_AIM OF THE EXERCISE:_ Check every line below for the word "Ehitajate" and copy each one that has it.

_Extracted data entries:_
========

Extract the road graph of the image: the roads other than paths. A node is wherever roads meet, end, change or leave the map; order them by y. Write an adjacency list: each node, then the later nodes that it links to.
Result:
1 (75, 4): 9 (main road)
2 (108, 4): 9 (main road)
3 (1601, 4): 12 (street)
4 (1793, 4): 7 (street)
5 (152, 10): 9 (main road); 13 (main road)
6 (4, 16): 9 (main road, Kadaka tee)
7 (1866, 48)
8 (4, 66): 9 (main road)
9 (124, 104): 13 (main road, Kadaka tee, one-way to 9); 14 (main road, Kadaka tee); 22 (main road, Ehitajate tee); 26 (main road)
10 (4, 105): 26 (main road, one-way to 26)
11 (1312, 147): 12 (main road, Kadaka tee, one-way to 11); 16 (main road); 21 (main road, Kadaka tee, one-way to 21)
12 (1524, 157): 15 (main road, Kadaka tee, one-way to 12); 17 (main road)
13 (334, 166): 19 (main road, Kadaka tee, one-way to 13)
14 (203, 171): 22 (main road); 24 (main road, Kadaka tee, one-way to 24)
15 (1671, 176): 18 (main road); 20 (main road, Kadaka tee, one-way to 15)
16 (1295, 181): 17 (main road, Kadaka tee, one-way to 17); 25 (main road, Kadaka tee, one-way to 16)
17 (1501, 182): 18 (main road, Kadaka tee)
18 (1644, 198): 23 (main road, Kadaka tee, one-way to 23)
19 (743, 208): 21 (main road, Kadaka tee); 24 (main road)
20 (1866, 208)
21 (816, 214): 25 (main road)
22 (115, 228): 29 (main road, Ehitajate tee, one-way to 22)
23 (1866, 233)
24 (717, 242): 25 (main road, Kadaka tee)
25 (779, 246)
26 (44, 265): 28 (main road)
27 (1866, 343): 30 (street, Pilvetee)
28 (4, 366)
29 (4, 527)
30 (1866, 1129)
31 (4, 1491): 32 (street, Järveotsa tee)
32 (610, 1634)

========

_SOLUTION TO THIS EXERCISE:_
9 (124, 104): 13 (main road, Kadaka tee, one-way to 9); 14 (main road, Kadaka tee); 22 (main road, Ehitajate tee); 26 (main road)
22 (115, 228): 29 (main road, Ehitajate tee, one-way to 22)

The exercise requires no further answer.